◆ **PROBLEM STATEMENT**: Transcribe the entries exactly as each line appears.

=== Begin Enclosure ===

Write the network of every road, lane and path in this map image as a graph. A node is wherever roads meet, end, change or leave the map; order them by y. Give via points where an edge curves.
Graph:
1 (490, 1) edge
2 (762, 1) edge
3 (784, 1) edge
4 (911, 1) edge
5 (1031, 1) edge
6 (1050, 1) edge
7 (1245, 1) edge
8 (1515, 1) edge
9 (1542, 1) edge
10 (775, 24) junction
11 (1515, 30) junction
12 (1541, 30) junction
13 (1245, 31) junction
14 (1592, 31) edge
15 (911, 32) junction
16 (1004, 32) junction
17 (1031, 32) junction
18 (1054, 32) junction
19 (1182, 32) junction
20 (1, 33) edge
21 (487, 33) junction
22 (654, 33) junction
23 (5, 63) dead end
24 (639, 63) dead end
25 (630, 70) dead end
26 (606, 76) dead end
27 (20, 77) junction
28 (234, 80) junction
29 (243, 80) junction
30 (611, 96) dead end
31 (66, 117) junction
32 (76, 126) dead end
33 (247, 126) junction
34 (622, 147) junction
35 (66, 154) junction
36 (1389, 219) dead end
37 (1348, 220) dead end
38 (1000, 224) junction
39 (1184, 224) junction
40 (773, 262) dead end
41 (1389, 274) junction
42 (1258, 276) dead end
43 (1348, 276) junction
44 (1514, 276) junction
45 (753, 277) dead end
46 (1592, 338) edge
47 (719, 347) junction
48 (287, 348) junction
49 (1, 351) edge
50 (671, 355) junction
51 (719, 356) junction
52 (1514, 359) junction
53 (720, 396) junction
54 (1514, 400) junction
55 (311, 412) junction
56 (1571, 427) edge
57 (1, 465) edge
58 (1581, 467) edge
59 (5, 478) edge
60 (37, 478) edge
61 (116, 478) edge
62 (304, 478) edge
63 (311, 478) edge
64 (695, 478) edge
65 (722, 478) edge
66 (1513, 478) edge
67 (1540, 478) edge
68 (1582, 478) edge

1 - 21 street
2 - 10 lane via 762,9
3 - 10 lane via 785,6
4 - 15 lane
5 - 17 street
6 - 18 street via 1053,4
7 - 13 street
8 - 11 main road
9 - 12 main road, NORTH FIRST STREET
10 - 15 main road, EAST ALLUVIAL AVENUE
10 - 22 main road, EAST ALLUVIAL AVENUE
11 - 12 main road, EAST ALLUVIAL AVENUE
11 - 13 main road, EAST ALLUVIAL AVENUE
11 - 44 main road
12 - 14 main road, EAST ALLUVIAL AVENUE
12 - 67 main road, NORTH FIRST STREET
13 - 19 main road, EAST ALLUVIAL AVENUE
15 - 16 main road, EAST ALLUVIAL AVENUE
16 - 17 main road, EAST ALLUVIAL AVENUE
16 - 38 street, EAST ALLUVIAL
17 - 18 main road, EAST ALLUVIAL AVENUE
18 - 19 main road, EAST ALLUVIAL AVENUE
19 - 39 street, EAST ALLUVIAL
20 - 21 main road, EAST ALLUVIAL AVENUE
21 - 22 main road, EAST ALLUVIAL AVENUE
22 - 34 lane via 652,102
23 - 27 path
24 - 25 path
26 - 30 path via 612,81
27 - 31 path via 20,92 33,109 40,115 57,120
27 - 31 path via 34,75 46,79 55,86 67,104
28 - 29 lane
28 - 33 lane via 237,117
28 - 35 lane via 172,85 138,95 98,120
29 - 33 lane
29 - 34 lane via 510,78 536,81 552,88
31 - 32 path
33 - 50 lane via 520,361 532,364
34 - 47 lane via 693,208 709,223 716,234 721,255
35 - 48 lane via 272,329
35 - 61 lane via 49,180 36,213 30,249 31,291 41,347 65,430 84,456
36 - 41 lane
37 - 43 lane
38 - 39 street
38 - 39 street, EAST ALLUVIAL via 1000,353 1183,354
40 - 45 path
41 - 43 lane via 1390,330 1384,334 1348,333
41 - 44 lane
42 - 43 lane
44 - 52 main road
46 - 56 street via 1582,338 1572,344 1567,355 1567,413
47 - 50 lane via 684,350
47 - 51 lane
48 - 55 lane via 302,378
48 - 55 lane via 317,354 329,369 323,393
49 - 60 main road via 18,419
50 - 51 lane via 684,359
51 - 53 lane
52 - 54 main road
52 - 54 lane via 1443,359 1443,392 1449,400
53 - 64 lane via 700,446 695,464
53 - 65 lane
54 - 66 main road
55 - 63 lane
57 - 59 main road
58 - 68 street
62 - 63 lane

=== End Enclosure ===

◆ **RESPONSE BELOW**:
Write the network of every road, lane and path in this map image as a graph. A node is wherever roads meet, end, change or leave the map; order them by y. Give via points where an edge curves.
Graph:
1 (490, 1) edge
2 (762, 1) edge
3 (784, 1) edge
4 (911, 1) edge
5 (1031, 1) edge
6 (1050, 1) edge
7 (1245, 1) edge
8 (1515, 1) edge
9 (1542, 1) edge
10 (775, 24) junction
11 (1515, 30) junction
12 (1541, 30) junction
13 (1245, 31) junction
14 (1592, 31) edge
15 (911, 32) junction
16 (1004, 32) junction
17 (1031, 32) junction
18 (1054, 32) junction
19 (1182, 32) junction
20 (1, 33) edge
21 (487, 33) junction
22 (654, 33) junction
23 (5, 63) dead end
24 (639, 63) dead end
25 (630, 70) dead end
26 (606, 76) dead end
27 (20, 77) junction
28 (234, 80) junction
29 (243, 80) junction
30 (611, 96) dead end
31 (66, 117) junction
32 (76, 126) dead end
33 (247, 126) junction
34 (622, 147) junction
35 (66, 154) junction
36 (1389, 219) dead end
37 (1348, 220) dead end
38 (1000, 224) junction
39 (1184, 224) junction
40 (773, 262) dead end
41 (1389, 274) junction
42 (1258, 276) dead end
43 (1348, 276) junction
44 (1514, 276) junction
45 (753, 277) dead end
46 (1592, 338) edge
47 (719, 347) junction
48 (287, 348) junction
49 (1, 351) edge
50 (671, 355) junction
51 (719, 356) junction
52 (1514, 359) junction
53 (720, 396) junction
54 (1514, 400) junction
55 (311, 412) junction
56 (1571, 427) edge
57 (1, 465) edge
58 (1581, 467) edge
59 (5, 478) edge
60 (37, 478) edge
61 (116, 478) edge
62 (304, 478) edge
63 (311, 478) edge
64 (695, 478) edge
65 (722, 478) edge
66 (1513, 478) edge
67 (1540, 478) edge
68 (1582, 478) edge

1 - 21 street
2 - 10 lane via 762,9
3 - 10 lane via 785,6
4 - 15 lane
5 - 17 street
6 - 18 street via 1053,4
7 - 13 street
8 - 11 main road
9 - 12 main road, NORTH FIRST STREET
10 - 15 main road, EAST ALLUVIAL AVENUE
10 - 22 main road, EAST ALLUVIAL AVENUE
11 - 12 main road, EAST ALLUVIAL AVENUE
11 - 13 main road, EAST ALLUVIAL AVENUE
11 - 44 main road
12 - 14 main road, EAST ALLUVIAL AVENUE
12 - 67 main road, NORTH FIRST STREET
13 - 19 main road, EAST ALLUVIAL AVENUE
15 - 16 main road, EAST ALLUVIAL AVENUE
16 - 17 main road, EAST ALLUVIAL AVENUE
16 - 38 street, EAST ALLUVIAL
17 - 18 main road, EAST ALLUVIAL AVENUE
18 - 19 main road, EAST ALLUVIAL AVENUE
19 - 39 street, EAST ALLUVIAL
20 - 21 main road, EAST ALLUVIAL AVENUE
21 - 22 main road, EAST ALLUVIAL AVENUE
22 - 34 lane via 652,102
23 - 27 path
24 - 25 path
26 - 30 path via 612,81
27 - 31 path via 20,92 33,109 40,115 57,120
27 - 31 path via 34,75 46,79 55,86 67,104
28 - 29 lane
28 - 33 lane via 237,117
28 - 35 lane via 172,85 138,95 98,120
29 - 33 lane
29 - 34 lane via 510,78 536,81 552,88
31 - 32 path
33 - 50 lane via 520,361 532,364
34 - 47 lane via 693,208 709,223 716,234 721,255
35 - 48 lane via 272,329
35 - 61 lane via 49,180 36,213 30,249 31,291 41,347 65,430 84,456
36 - 41 lane
37 - 43 lane
38 - 39 street
38 - 39 street, EAST ALLUVIAL via 1000,353 1183,354
40 - 45 path
41 - 43 lane via 1390,330 1384,334 1348,333
41 - 44 lane
42 - 43 lane
44 - 52 main road
46 - 56 street via 1582,338 1572,344 1567,355 1567,413
47 - 50 lane via 684,350
47 - 51 lane
48 - 55 lane via 302,378
48 - 55 lane via 317,354 329,369 323,393
49 - 60 main road via 18,419
50 - 51 lane via 684,359
51 - 53 lane
52 - 54 main road
52 - 54 lane via 1443,359 1443,392 1449,400
53 - 64 lane via 700,446 695,464
53 - 65 lane
54 - 66 main road
55 - 63 lane
57 - 59 main road
58 - 68 street
62 - 63 lane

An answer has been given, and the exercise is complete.